What the task asks: Print out each entry below exactly, please.

Dataset records:

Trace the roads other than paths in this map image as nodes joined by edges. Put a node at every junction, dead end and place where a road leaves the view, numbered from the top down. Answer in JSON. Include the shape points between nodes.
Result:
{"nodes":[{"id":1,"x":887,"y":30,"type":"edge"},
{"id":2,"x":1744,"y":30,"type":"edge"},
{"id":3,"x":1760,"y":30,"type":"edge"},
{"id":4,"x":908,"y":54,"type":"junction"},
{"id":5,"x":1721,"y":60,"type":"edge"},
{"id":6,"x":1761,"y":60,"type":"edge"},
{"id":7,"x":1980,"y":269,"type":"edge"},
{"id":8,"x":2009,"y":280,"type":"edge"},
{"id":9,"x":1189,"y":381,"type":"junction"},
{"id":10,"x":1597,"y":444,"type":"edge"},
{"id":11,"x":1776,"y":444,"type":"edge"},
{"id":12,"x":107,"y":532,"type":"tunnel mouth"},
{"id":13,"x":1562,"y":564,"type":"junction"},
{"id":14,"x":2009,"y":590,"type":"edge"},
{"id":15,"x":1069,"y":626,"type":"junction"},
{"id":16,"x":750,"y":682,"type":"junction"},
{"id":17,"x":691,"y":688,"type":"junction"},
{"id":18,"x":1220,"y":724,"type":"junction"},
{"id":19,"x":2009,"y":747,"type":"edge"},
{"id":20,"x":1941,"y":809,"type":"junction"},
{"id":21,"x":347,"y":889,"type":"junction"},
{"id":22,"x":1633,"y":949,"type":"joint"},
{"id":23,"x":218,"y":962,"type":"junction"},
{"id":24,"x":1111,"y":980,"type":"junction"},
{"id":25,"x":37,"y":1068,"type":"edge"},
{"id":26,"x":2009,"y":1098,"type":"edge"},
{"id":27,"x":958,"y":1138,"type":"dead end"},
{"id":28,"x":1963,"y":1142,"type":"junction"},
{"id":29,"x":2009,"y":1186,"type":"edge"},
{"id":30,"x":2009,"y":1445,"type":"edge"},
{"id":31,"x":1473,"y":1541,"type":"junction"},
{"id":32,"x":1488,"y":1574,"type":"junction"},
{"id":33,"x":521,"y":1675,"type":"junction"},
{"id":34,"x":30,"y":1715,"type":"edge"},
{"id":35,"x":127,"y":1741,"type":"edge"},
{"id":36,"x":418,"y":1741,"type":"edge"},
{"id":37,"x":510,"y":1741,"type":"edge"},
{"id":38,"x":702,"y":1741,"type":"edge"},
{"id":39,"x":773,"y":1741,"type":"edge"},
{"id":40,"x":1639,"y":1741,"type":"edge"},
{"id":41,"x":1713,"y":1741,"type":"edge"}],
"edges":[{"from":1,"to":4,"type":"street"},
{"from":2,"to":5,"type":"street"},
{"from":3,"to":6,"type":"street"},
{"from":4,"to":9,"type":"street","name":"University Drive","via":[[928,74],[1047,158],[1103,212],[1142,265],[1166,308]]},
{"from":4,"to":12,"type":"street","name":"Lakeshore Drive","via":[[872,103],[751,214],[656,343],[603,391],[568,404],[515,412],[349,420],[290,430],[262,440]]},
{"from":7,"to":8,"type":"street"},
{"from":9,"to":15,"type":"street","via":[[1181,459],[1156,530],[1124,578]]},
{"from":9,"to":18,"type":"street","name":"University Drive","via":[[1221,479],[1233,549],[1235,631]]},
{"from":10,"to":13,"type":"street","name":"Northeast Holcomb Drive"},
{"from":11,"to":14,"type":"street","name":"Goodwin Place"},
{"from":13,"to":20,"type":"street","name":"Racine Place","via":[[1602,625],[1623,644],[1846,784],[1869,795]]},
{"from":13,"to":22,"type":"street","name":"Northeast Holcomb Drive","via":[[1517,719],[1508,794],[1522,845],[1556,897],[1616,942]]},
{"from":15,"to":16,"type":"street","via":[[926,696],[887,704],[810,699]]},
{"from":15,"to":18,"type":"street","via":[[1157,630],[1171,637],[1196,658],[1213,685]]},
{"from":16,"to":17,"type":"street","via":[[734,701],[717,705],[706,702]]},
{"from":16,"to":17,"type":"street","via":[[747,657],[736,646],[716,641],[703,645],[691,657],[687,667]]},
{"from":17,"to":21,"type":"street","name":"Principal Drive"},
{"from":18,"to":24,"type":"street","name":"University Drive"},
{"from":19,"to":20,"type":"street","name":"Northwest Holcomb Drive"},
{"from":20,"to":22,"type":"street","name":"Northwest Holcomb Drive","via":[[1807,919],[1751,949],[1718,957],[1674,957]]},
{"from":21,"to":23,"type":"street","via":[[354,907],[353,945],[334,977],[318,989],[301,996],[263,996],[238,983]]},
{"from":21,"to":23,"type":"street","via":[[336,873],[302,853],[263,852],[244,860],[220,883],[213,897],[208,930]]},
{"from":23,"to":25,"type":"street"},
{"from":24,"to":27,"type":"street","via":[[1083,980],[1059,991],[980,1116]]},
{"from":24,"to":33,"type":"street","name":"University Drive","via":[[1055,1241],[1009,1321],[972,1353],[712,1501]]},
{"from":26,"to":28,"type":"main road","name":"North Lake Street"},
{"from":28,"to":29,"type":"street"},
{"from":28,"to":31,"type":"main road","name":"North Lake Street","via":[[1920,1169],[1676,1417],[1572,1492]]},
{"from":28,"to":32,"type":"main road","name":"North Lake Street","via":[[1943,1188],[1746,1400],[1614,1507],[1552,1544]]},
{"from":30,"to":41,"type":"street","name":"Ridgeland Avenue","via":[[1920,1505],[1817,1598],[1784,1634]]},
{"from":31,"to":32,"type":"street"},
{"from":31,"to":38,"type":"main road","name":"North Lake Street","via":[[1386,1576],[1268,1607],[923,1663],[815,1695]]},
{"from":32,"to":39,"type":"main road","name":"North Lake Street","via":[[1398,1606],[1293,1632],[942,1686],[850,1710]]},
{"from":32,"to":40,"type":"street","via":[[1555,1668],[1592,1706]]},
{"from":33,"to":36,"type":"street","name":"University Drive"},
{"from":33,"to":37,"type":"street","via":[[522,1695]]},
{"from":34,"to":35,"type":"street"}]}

Problem solution:
Trace the roads other than paths in this map image as nodes joined by edges. Put a node at every junction, dead end and place where a road leaves the view, numbered from the top down. Answer in JSON. Include the shape points between nodes.
Result:
{"nodes":[{"id":1,"x":887,"y":30,"type":"edge"},
{"id":2,"x":1744,"y":30,"type":"edge"},
{"id":3,"x":1760,"y":30,"type":"edge"},
{"id":4,"x":908,"y":54,"type":"junction"},
{"id":5,"x":1721,"y":60,"type":"edge"},
{"id":6,"x":1761,"y":60,"type":"edge"},
{"id":7,"x":1980,"y":269,"type":"edge"},
{"id":8,"x":2009,"y":280,"type":"edge"},
{"id":9,"x":1189,"y":381,"type":"junction"},
{"id":10,"x":1597,"y":444,"type":"edge"},
{"id":11,"x":1776,"y":444,"type":"edge"},
{"id":12,"x":107,"y":532,"type":"tunnel mouth"},
{"id":13,"x":1562,"y":564,"type":"junction"},
{"id":14,"x":2009,"y":590,"type":"edge"},
{"id":15,"x":1069,"y":626,"type":"junction"},
{"id":16,"x":750,"y":682,"type":"junction"},
{"id":17,"x":691,"y":688,"type":"junction"},
{"id":18,"x":1220,"y":724,"type":"junction"},
{"id":19,"x":2009,"y":747,"type":"edge"},
{"id":20,"x":1941,"y":809,"type":"junction"},
{"id":21,"x":347,"y":889,"type":"junction"},
{"id":22,"x":1633,"y":949,"type":"joint"},
{"id":23,"x":218,"y":962,"type":"junction"},
{"id":24,"x":1111,"y":980,"type":"junction"},
{"id":25,"x":37,"y":1068,"type":"edge"},
{"id":26,"x":2009,"y":1098,"type":"edge"},
{"id":27,"x":958,"y":1138,"type":"dead end"},
{"id":28,"x":1963,"y":1142,"type":"junction"},
{"id":29,"x":2009,"y":1186,"type":"edge"},
{"id":30,"x":2009,"y":1445,"type":"edge"},
{"id":31,"x":1473,"y":1541,"type":"junction"},
{"id":32,"x":1488,"y":1574,"type":"junction"},
{"id":33,"x":521,"y":1675,"type":"junction"},
{"id":34,"x":30,"y":1715,"type":"edge"},
{"id":35,"x":127,"y":1741,"type":"edge"},
{"id":36,"x":418,"y":1741,"type":"edge"},
{"id":37,"x":510,"y":1741,"type":"edge"},
{"id":38,"x":702,"y":1741,"type":"edge"},
{"id":39,"x":773,"y":1741,"type":"edge"},
{"id":40,"x":1639,"y":1741,"type":"edge"},
{"id":41,"x":1713,"y":1741,"type":"edge"}],
"edges":[{"from":1,"to":4,"type":"street"},
{"from":2,"to":5,"type":"street"},
{"from":3,"to":6,"type":"street"},
{"from":4,"to":9,"type":"street","name":"University Drive","via":[[928,74],[1047,158],[1103,212],[1142,265],[1166,308]]},
{"from":4,"to":12,"type":"street","name":"Lakeshore Drive","via":[[872,103],[751,214],[656,343],[603,391],[568,404],[515,412],[349,420],[290,430],[262,440]]},
{"from":7,"to":8,"type":"street"},
{"from":9,"to":15,"type":"street","via":[[1181,459],[1156,530],[1124,578]]},
{"from":9,"to":18,"type":"street","name":"University Drive","via":[[1221,479],[1233,549],[1235,631]]},
{"from":10,"to":13,"type":"street","name":"Northeast Holcomb Drive"},
{"from":11,"to":14,"type":"street","name":"Goodwin Place"},
{"from":13,"to":20,"type":"street","name":"Racine Place","via":[[1602,625],[1623,644],[1846,784],[1869,795]]},
{"from":13,"to":22,"type":"street","name":"Northeast Holcomb Drive","via":[[1517,719],[1508,794],[1522,845],[1556,897],[1616,942]]},
{"from":15,"to":16,"type":"street","via":[[926,696],[887,704],[810,699]]},
{"from":15,"to":18,"type":"street","via":[[1157,630],[1171,637],[1196,658],[1213,685]]},
{"from":16,"to":17,"type":"street","via":[[734,701],[717,705],[706,702]]},
{"from":16,"to":17,"type":"street","via":[[747,657],[736,646],[716,641],[703,645],[691,657],[687,667]]},
{"from":17,"to":21,"type":"street","name":"Principal Drive"},
{"from":18,"to":24,"type":"street","name":"University Drive"},
{"from":19,"to":20,"type":"street","name":"Northwest Holcomb Drive"},
{"from":20,"to":22,"type":"street","name":"Northwest Holcomb Drive","via":[[1807,919],[1751,949],[1718,957],[1674,957]]},
{"from":21,"to":23,"type":"street","via":[[354,907],[353,945],[334,977],[318,989],[301,996],[263,996],[238,983]]},
{"from":21,"to":23,"type":"street","via":[[336,873],[302,853],[263,852],[244,860],[220,883],[213,897],[208,930]]},
{"from":23,"to":25,"type":"street"},
{"from":24,"to":27,"type":"street","via":[[1083,980],[1059,991],[980,1116]]},
{"from":24,"to":33,"type":"street","name":"University Drive","via":[[1055,1241],[1009,1321],[972,1353],[712,1501]]},
{"from":26,"to":28,"type":"main road","name":"North Lake Street"},
{"from":28,"to":29,"type":"street"},
{"from":28,"to":31,"type":"main road","name":"North Lake Street","via":[[1920,1169],[1676,1417],[1572,1492]]},
{"from":28,"to":32,"type":"main road","name":"North Lake Street","via":[[1943,1188],[1746,1400],[1614,1507],[1552,1544]]},
{"from":30,"to":41,"type":"street","name":"Ridgeland Avenue","via":[[1920,1505],[1817,1598],[1784,1634]]},
{"from":31,"to":32,"type":"street"},
{"from":31,"to":38,"type":"main road","name":"North Lake Street","via":[[1386,1576],[1268,1607],[923,1663],[815,1695]]},
{"from":32,"to":39,"type":"main road","name":"North Lake Street","via":[[1398,1606],[1293,1632],[942,1686],[850,1710]]},
{"from":32,"to":40,"type":"street","via":[[1555,1668],[1592,1706]]},
{"from":33,"to":36,"type":"street","name":"University Drive"},
{"from":33,"to":37,"type":"street","via":[[522,1695]]},
{"from":34,"to":35,"type":"street"}]}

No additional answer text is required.